▶ _Problem_
Transcribe the entries below without changing a word, and omit every picture.
Data provided section start
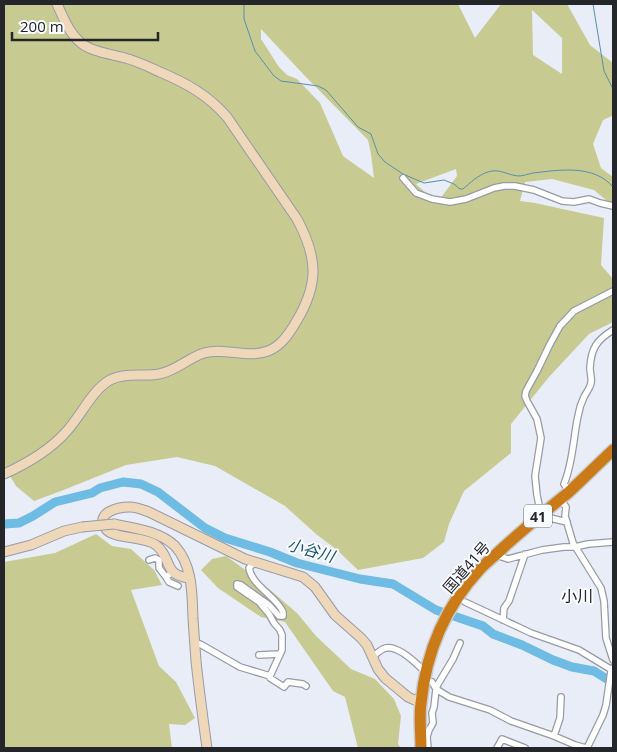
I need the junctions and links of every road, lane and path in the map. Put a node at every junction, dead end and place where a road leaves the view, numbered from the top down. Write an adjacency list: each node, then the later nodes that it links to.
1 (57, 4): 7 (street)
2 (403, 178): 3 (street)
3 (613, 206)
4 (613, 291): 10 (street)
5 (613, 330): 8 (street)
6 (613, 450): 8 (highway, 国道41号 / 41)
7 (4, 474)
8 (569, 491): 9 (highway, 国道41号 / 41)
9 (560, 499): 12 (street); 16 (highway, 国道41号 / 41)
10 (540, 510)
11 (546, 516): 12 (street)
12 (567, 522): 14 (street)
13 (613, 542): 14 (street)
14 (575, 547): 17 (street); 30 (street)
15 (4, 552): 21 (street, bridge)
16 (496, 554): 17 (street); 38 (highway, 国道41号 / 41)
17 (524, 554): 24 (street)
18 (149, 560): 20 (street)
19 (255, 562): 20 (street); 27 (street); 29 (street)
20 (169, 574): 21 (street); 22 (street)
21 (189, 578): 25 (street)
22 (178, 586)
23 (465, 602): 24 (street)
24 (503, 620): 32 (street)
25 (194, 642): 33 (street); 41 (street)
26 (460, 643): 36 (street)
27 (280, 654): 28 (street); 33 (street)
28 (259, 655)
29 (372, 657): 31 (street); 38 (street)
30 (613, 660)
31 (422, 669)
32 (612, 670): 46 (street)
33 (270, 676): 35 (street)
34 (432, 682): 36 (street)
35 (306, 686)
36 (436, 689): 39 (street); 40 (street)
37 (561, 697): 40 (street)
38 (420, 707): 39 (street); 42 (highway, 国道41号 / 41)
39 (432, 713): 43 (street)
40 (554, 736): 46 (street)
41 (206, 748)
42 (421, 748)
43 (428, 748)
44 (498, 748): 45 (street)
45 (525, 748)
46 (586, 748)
Data provided section end
▶ _Exercise output_
I need the junctions and links of every road, lane and path in the map. Put a node at every junction, dead end and place where a road leaves the view, numbered from the top down. Write an adjacency list: each node, then the later nodes that it links to.
1 (57, 4): 7 (street)
2 (403, 178): 3 (street)
3 (613, 206)
4 (613, 291): 10 (street)
5 (613, 330): 8 (street)
6 (613, 450): 8 (highway, 国道41号 / 41)
7 (4, 474)
8 (569, 491): 9 (highway, 国道41号 / 41)
9 (560, 499): 12 (street); 16 (highway, 国道41号 / 41)
10 (540, 510)
11 (546, 516): 12 (street)
12 (567, 522): 14 (street)
13 (613, 542): 14 (street)
14 (575, 547): 17 (street); 30 (street)
15 (4, 552): 21 (street, bridge)
16 (496, 554): 17 (street); 38 (highway, 国道41号 / 41)
17 (524, 554): 24 (street)
18 (149, 560): 20 (street)
19 (255, 562): 20 (street); 27 (street); 29 (street)
20 (169, 574): 21 (street); 22 (street)
21 (189, 578): 25 (street)
22 (178, 586)
23 (465, 602): 24 (street)
24 (503, 620): 32 (street)
25 (194, 642): 33 (street); 41 (street)
26 (460, 643): 36 (street)
27 (280, 654): 28 (street); 33 (street)
28 (259, 655)
29 (372, 657): 31 (street); 38 (street)
30 (613, 660)
31 (422, 669)
32 (612, 670): 46 (street)
33 (270, 676): 35 (street)
34 (432, 682): 36 (street)
35 (306, 686)
36 (436, 689): 39 (street); 40 (street)
37 (561, 697): 40 (street)
38 (420, 707): 39 (street); 42 (highway, 国道41号 / 41)
39 (432, 713): 43 (street)
40 (554, 736): 46 (street)
41 (206, 748)
42 (421, 748)
43 (428, 748)
44 (498, 748): 45 (street)
45 (525, 748)
46 (586, 748)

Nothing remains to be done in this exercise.